Return the entries that follow exactly, with no images.

<<<<

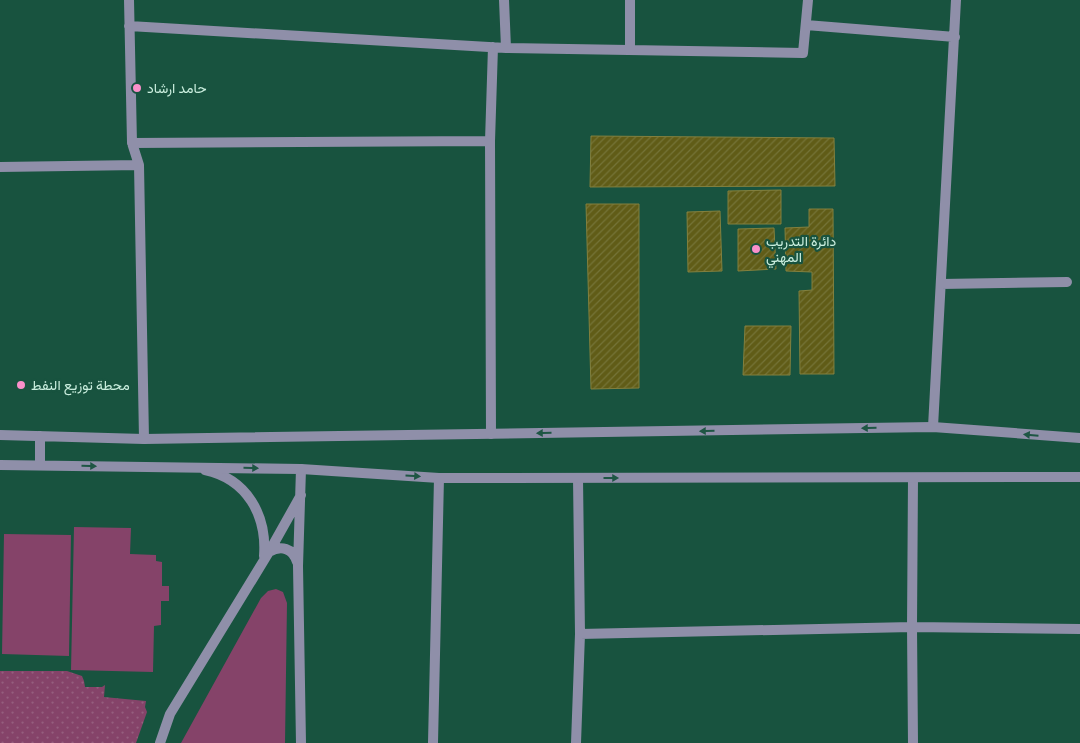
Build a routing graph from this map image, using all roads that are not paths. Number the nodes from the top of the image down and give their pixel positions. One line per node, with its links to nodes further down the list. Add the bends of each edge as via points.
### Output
1 (129, 0): 7 (street)
2 (504, 0): 10 (street)
3 (630, 0): 11 (street)
4 (808, 0): 6 (street)
5 (956, 0): 8 (street)
6 (806, 25): 8 (street); 11 (street, via 803,53)
7 (129, 26): 9 (street); 13 (street)
8 (955, 37): 17 (street)
9 (493, 47): 10 (street); 12 (street)
10 (506, 48): 11 (street)
11 (630, 50)
12 (490, 141): 13 (street); 19 (street)
13 (132, 143): 14 (street)
14 (138, 165): 15 (street); 23 (street)
15 (0, 167)
16 (1067, 282): 17 (street)
17 (941, 284): 18 (street)
18 (933, 427): 19 (street, one-way to 19); 22 (street, one-way to 18)
19 (490, 434): 23 (street)
20 (0, 435): 21 (street)
21 (40, 436): 23 (street); 25 (street)
22 (1080, 438)
23 (144, 439)
24 (0, 465): 25 (street)
25 (40, 466): 26 (street, one-way to 26)
26 (197, 468): 27 (street, one-way to 27); 33 (street, via 215,472 245,492 256,507 262,524)
27 (301, 469): 29 (street, one-way to 29); 32 (street)
28 (1080, 477): 31 (street)
29 (439, 478): 30 (street); 40 (street)
30 (578, 478): 31 (street, one-way to 31); 37 (street)
31 (914, 478): 35 (street)
32 (301, 495): 33 (street); 34 (street)
33 (267, 556): 34 (street, via 275,548 288,549); 38 (street, via 170,714)
34 (298, 566): 39 (street)
35 (912, 627): 36 (street); 37 (street); 42 (street)
36 (1080, 629)
37 (580, 634): 41 (street)
38 (160, 743)
39 (301, 743)
40 (433, 743)
41 (576, 743)
42 (913, 743)

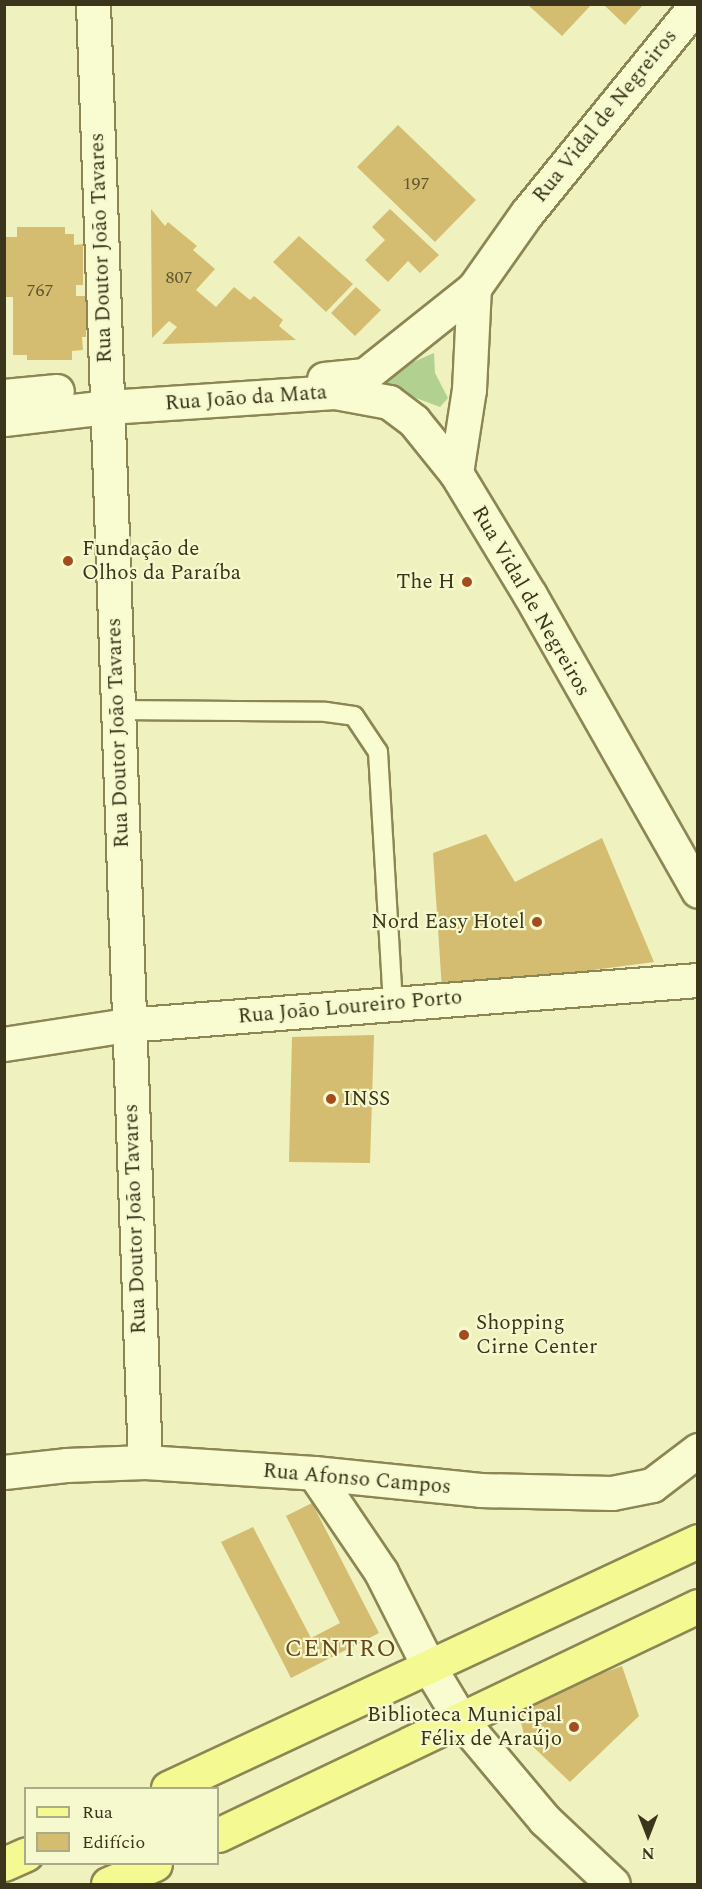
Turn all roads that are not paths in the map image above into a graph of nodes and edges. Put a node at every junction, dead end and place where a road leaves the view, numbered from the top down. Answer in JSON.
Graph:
{"nodes":[{"id":1,"x":93,"y":4,"type":"edge"},
{"id":2,"x":697,"y":4,"type":"edge"},
{"id":3,"x":474,"y":288,"type":"junction"},
{"id":4,"x":365,"y":375,"type":"joint"},
{"id":5,"x":4,"y":396,"type":"edge"},
{"id":6,"x":107,"y":397,"type":"junction"},
{"id":7,"x":4,"y":419,"type":"edge"},
{"id":8,"x":456,"y":473,"type":"junction"},
{"id":9,"x":117,"y":710,"type":"junction"},
{"id":10,"x":698,"y":891,"type":"edge"},
{"id":11,"x":698,"y":980,"type":"edge"},
{"id":12,"x":393,"y":1004,"type":"junction"},
{"id":13,"x":127,"y":1025,"type":"junction"},
{"id":14,"x":4,"y":1044,"type":"edge"},
{"id":15,"x":698,"y":1450,"type":"edge"},
{"id":16,"x":145,"y":1462,"type":"junction"},
{"id":17,"x":4,"y":1472,"type":"edge"},
{"id":18,"x":314,"y":1473,"type":"junction"},
{"id":19,"x":698,"y":1541,"type":"edge"},
{"id":20,"x":698,"y":1606,"type":"edge"},
{"id":21,"x":429,"y":1666,"type":"junction"},
{"id":22,"x":461,"y":1720,"type":"junction"},
{"id":23,"x":170,"y":1787,"type":"edge"},
{"id":24,"x":219,"y":1835,"type":"edge"},
{"id":25,"x":24,"y":1855,"type":"edge"},
{"id":26,"x":4,"y":1864,"type":"edge"},
{"id":27,"x":151,"y":1865,"type":"edge"},
{"id":28,"x":108,"y":1884,"type":"edge"},
{"id":29,"x":613,"y":1884,"type":"edge"}],
"edges":[{"from":1,"to":6,"type":"main road","name":"Rua Doutor João Tavares"},
{"from":2,"to":3,"type":"main road","name":"Rua Vidal de Negreiros"},
{"from":3,"to":4,"type":"main road","name":"Rua Vidal de Negreiros"},
{"from":3,"to":8,"type":"main road"},
{"from":4,"to":6,"type":"main road","name":"Rua João da Mata"},
{"from":5,"to":6,"type":"main road","name":"Rua João da Mata"},
{"from":6,"to":7,"type":"main road","name":"Rua João da Mata"},
{"from":6,"to":8,"type":"main road","name":"Rua João da Mata"},
{"from":6,"to":9,"type":"main road","name":"Rua Doutor João Tavares"},
{"from":8,"to":10,"type":"main road","name":"Rua Vidal de Negreiros"},
{"from":9,"to":12,"type":"lane"},
{"from":9,"to":13,"type":"main road","name":"Rua Doutor João Tavares"},
{"from":11,"to":12,"type":"main road","name":"Rua João Loureiro Porto"},
{"from":12,"to":13,"type":"main road","name":"Rua João Loureiro Porto"},
{"from":13,"to":14,"type":"main road","name":"Rua João Loureiro Porto"},
{"from":13,"to":16,"type":"main road","name":"Rua Doutor João Tavares"},
{"from":15,"to":18,"type":"main road","name":"Rua Afonso Campos"},
{"from":16,"to":17,"type":"main road","name":"Rua Afonso Campos"},
{"from":16,"to":18,"type":"main road","name":"Rua Afonso Campos"},
{"from":18,"to":21,"type":"main road"},
{"from":19,"to":21,"type":"main road"},
{"from":20,"to":22,"type":"main road"},
{"from":21,"to":22,"type":"main road"},
{"from":21,"to":23,"type":"main road"},
{"from":22,"to":24,"type":"main road"},
{"from":22,"to":29,"type":"main road"},
{"from":25,"to":26,"type":"main road"},
{"from":27,"to":28,"type":"main road"}]}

>>>>

▶ [Exercise solution]:
Build a routing graph from this map image, using all roads that are not paths. Number the nodes from the top of the image down and give their pixel positions. One line per node, with its links to nodes further down the list. Add the bends of each edge as via points.
### Output
1 (129, 0): 7 (street)
2 (504, 0): 10 (street)
3 (630, 0): 11 (street)
4 (808, 0): 6 (street)
5 (956, 0): 8 (street)
6 (806, 25): 8 (street); 11 (street, via 803,53)
7 (129, 26): 9 (street); 13 (street)
8 (955, 37): 17 (street)
9 (493, 47): 10 (street); 12 (street)
10 (506, 48): 11 (street)
11 (630, 50)
12 (490, 141): 13 (street); 19 (street)
13 (132, 143): 14 (street)
14 (138, 165): 15 (street); 23 (street)
15 (0, 167)
16 (1067, 282): 17 (street)
17 (941, 284): 18 (street)
18 (933, 427): 19 (street, one-way to 19); 22 (street, one-way to 18)
19 (490, 434): 23 (street)
20 (0, 435): 21 (street)
21 (40, 436): 23 (street); 25 (street)
22 (1080, 438)
23 (144, 439)
24 (0, 465): 25 (street)
25 (40, 466): 26 (street, one-way to 26)
26 (197, 468): 27 (street, one-way to 27); 33 (street, via 215,472 245,492 256,507 262,524)
27 (301, 469): 29 (street, one-way to 29); 32 (street)
28 (1080, 477): 31 (street)
29 (439, 478): 30 (street); 40 (street)
30 (578, 478): 31 (street, one-way to 31); 37 (street)
31 (914, 478): 35 (street)
32 (301, 495): 33 (street); 34 (street)
33 (267, 556): 34 (street, via 275,548 288,549); 38 (street, via 170,714)
34 (298, 566): 39 (street)
35 (912, 627): 36 (street); 37 (street); 42 (street)
36 (1080, 629)
37 (580, 634): 41 (street)
38 (160, 743)
39 (301, 743)
40 (433, 743)
41 (576, 743)
42 (913, 743)

Turn all roads that are not paths in the map image above into a graph of nodes and edges. Put a node at every junction, dead end and place where a road leaves the view, numbered from the top down. Answer in JSON.
Graph:
{"nodes":[{"id":1,"x":93,"y":4,"type":"edge"},
{"id":2,"x":697,"y":4,"type":"edge"},
{"id":3,"x":474,"y":288,"type":"junction"},
{"id":4,"x":365,"y":375,"type":"joint"},
{"id":5,"x":4,"y":396,"type":"edge"},
{"id":6,"x":107,"y":397,"type":"junction"},
{"id":7,"x":4,"y":419,"type":"edge"},
{"id":8,"x":456,"y":473,"type":"junction"},
{"id":9,"x":117,"y":710,"type":"junction"},
{"id":10,"x":698,"y":891,"type":"edge"},
{"id":11,"x":698,"y":980,"type":"edge"},
{"id":12,"x":393,"y":1004,"type":"junction"},
{"id":13,"x":127,"y":1025,"type":"junction"},
{"id":14,"x":4,"y":1044,"type":"edge"},
{"id":15,"x":698,"y":1450,"type":"edge"},
{"id":16,"x":145,"y":1462,"type":"junction"},
{"id":17,"x":4,"y":1472,"type":"edge"},
{"id":18,"x":314,"y":1473,"type":"junction"},
{"id":19,"x":698,"y":1541,"type":"edge"},
{"id":20,"x":698,"y":1606,"type":"edge"},
{"id":21,"x":429,"y":1666,"type":"junction"},
{"id":22,"x":461,"y":1720,"type":"junction"},
{"id":23,"x":170,"y":1787,"type":"edge"},
{"id":24,"x":219,"y":1835,"type":"edge"},
{"id":25,"x":24,"y":1855,"type":"edge"},
{"id":26,"x":4,"y":1864,"type":"edge"},
{"id":27,"x":151,"y":1865,"type":"edge"},
{"id":28,"x":108,"y":1884,"type":"edge"},
{"id":29,"x":613,"y":1884,"type":"edge"}],
"edges":[{"from":1,"to":6,"type":"main road","name":"Rua Doutor João Tavares"},
{"from":2,"to":3,"type":"main road","name":"Rua Vidal de Negreiros"},
{"from":3,"to":4,"type":"main road","name":"Rua Vidal de Negreiros"},
{"from":3,"to":8,"type":"main road"},
{"from":4,"to":6,"type":"main road","name":"Rua João da Mata"},
{"from":5,"to":6,"type":"main road","name":"Rua João da Mata"},
{"from":6,"to":7,"type":"main road","name":"Rua João da Mata"},
{"from":6,"to":8,"type":"main road","name":"Rua João da Mata"},
{"from":6,"to":9,"type":"main road","name":"Rua Doutor João Tavares"},
{"from":8,"to":10,"type":"main road","name":"Rua Vidal de Negreiros"},
{"from":9,"to":12,"type":"lane"},
{"from":9,"to":13,"type":"main road","name":"Rua Doutor João Tavares"},
{"from":11,"to":12,"type":"main road","name":"Rua João Loureiro Porto"},
{"from":12,"to":13,"type":"main road","name":"Rua João Loureiro Porto"},
{"from":13,"to":14,"type":"main road","name":"Rua João Loureiro Porto"},
{"from":13,"to":16,"type":"main road","name":"Rua Doutor João Tavares"},
{"from":15,"to":18,"type":"main road","name":"Rua Afonso Campos"},
{"from":16,"to":17,"type":"main road","name":"Rua Afonso Campos"},
{"from":16,"to":18,"type":"main road","name":"Rua Afonso Campos"},
{"from":18,"to":21,"type":"main road"},
{"from":19,"to":21,"type":"main road"},
{"from":20,"to":22,"type":"main road"},
{"from":21,"to":22,"type":"main road"},
{"from":21,"to":23,"type":"main road"},
{"from":22,"to":24,"type":"main road"},
{"from":22,"to":29,"type":"main road"},
{"from":25,"to":26,"type":"main road"},
{"from":27,"to":28,"type":"main road"}]}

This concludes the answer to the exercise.